Green Lantern: The Animated Series premiere
“Beware My Power”
Writers: Ernie Altbacker & James Krieg
Voice actors: Josh Keaton, Kevin Michael Richardson, Tom Kenny, Jonathan Adams, Jennifer Hale, Grey DeLisle, Jason Spisak, Ian Abercrombie, Brian George & Kurtwood Smith
Directors: Sam Liu & Rick Morales
Producer: Warner Bros. Animation
Channels: Cartoon Network (U.S.)/Teletoon (Canada)

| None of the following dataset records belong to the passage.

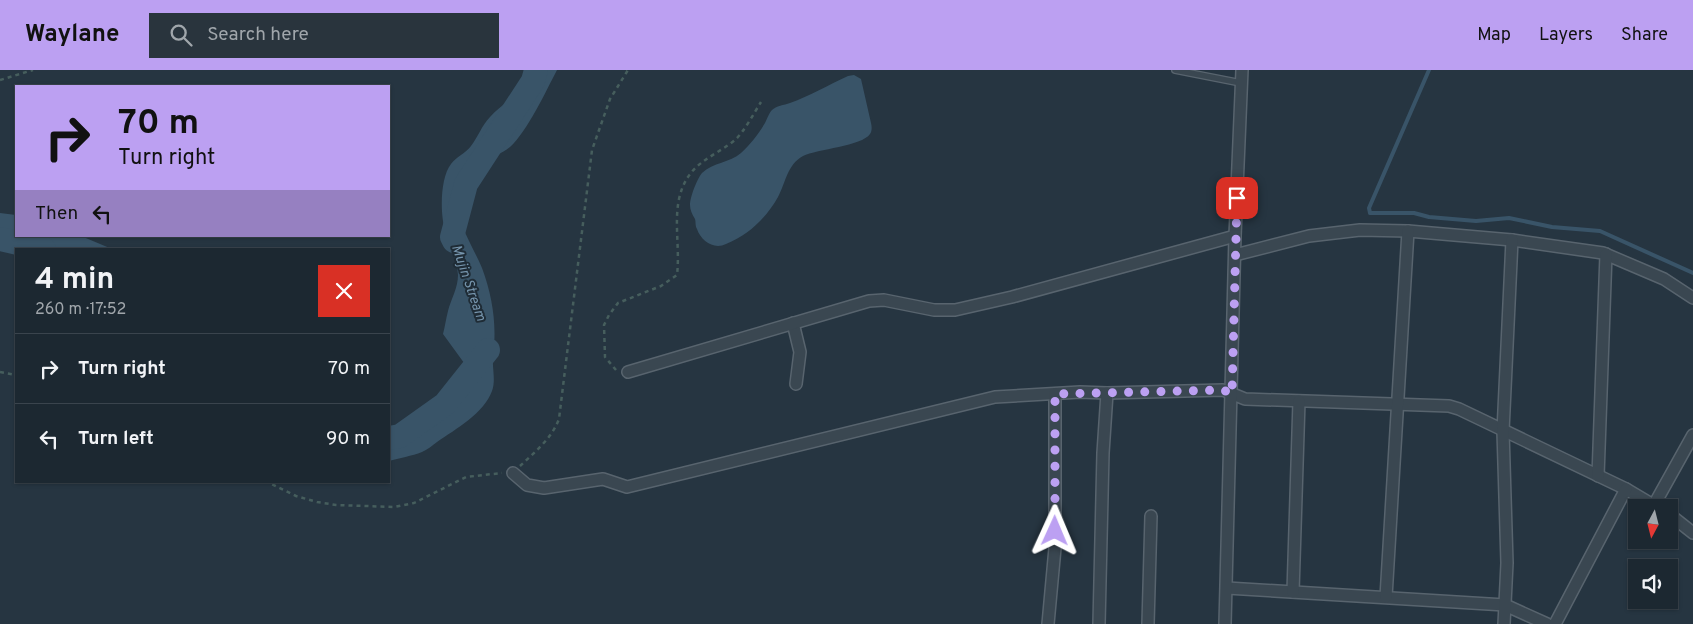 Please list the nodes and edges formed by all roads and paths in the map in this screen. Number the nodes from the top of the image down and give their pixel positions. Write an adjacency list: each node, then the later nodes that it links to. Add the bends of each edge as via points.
1 (33, 70): 5 (path)
2 (628, 70): 26 (path, via 610,99 592,150 559,419 546,441)
3 (1174, 70): 6 (lane)
4 (1242, 70): 6 (street)
5 (0, 80)
6 (1241, 83): 9 (street)
7 (761, 102): 16 (path, via 737,139 708,157 687,177 679,198 677,217 677,275 661,286 618,303 604,325 605,357 615,370)
8 (1408, 231): 10 (street); 12 (street, via 1360,230 1309,236); 23 (street)
9 (1235, 236): 12 (street); 14 (street, via 955,310 934,310 884,300 869,301)
10 (1512, 240): 11 (street); 24 (street)
11 (1606, 254): 13 (street, via 1664,279); 27 (street)
12 (1235, 255): 21 (street)
13 (1693, 298)
14 (793, 322): 16 (street); 18 (street, via 800,352)
15 (0, 372): 17 (path)
16 (628, 372)
17 (15, 375)
18 (796, 384)
19 (1107, 393): 20 (street); 21 (street, via 1223,390); 40 (street)
20 (1055, 394): 26 (street, via 995,397 627,487 603,479 544,488 527,485); 39 (street, via 1055,548)
21 (1232, 394): 22 (street, via 1245,399); 35 (street)
22 (1299, 401): 23 (street); 36 (street)
23 (1397, 404): 24 (street, via 1449,406); 37 (street)
24 (1503, 431): 27 (street); 38 (street, via 1508,563)
25 (1693, 435): 31 (street)
26 (513, 473): 28 (path, via 466,477 414,504 394,507 317,502)
27 (1598, 476): 29 (street)
28 (270, 483)
29 (1626, 489): 30 (street); 45 (street)
30 (1644, 499)
31 (1660, 499)
32 (1151, 516): 41 (street)
33 (1678, 521): 34 (street)
34 (1693, 532)
35 (1227, 588): 36 (street); 42 (street)
36 (1293, 592): 37 (street)
37 (1386, 597): 38 (street)
38 (1505, 605): 43 (street); 44 (street)
39 (1048, 624)
40 (1099, 624)
41 (1148, 624)
42 (1226, 624)
43 (1504, 624)
44 (1547, 624)
45 (1555, 624) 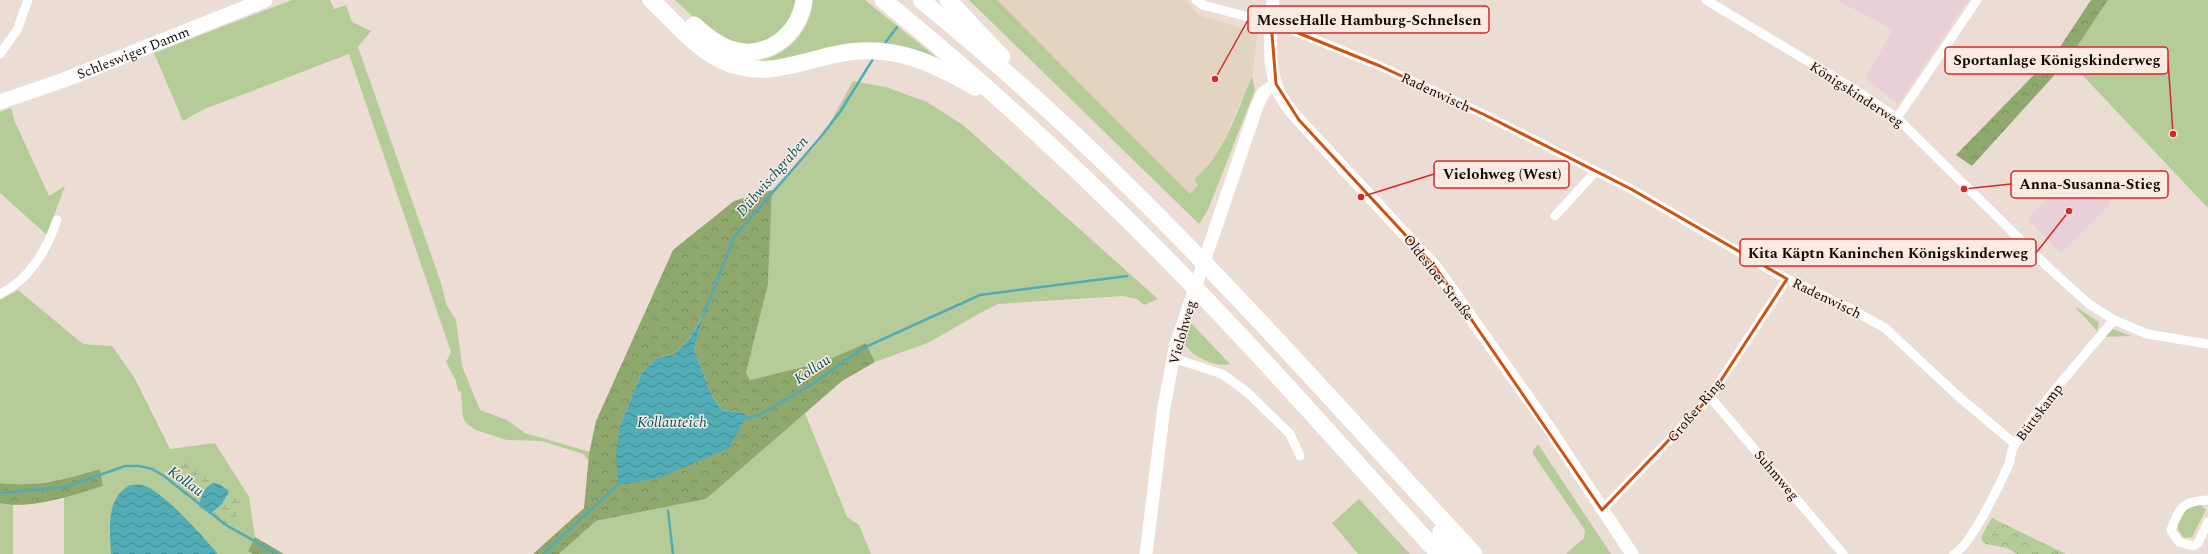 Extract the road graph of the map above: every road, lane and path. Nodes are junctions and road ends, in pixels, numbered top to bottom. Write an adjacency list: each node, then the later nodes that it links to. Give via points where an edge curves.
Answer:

I was thrilled to discover the new Green Lantern computer-animated cartoon was debuting on Teletoon, the Canadian counterpart to the Cartoon Network, on the same night as it was in America. Usually, these new specialty-channel ‘toons end up airing months later in Canada as they do in the U.S. Unfortunately, my surprise and excitement at seeing this latest foray into animation for one of DC’s properties quickly gave way to confusion and disappointment. While I realize the live-action Green Lantern didn’t perform to expectations, I’m at a loss to understand why the producers and writers behind the cartoon didn’t follow the continuity set out in the movie. While the use of Red Lanterns appears to build on the popularity of what’s developed in related comics in recent years, the writers take the concept in a completely different direction, one that doesn’t quite work.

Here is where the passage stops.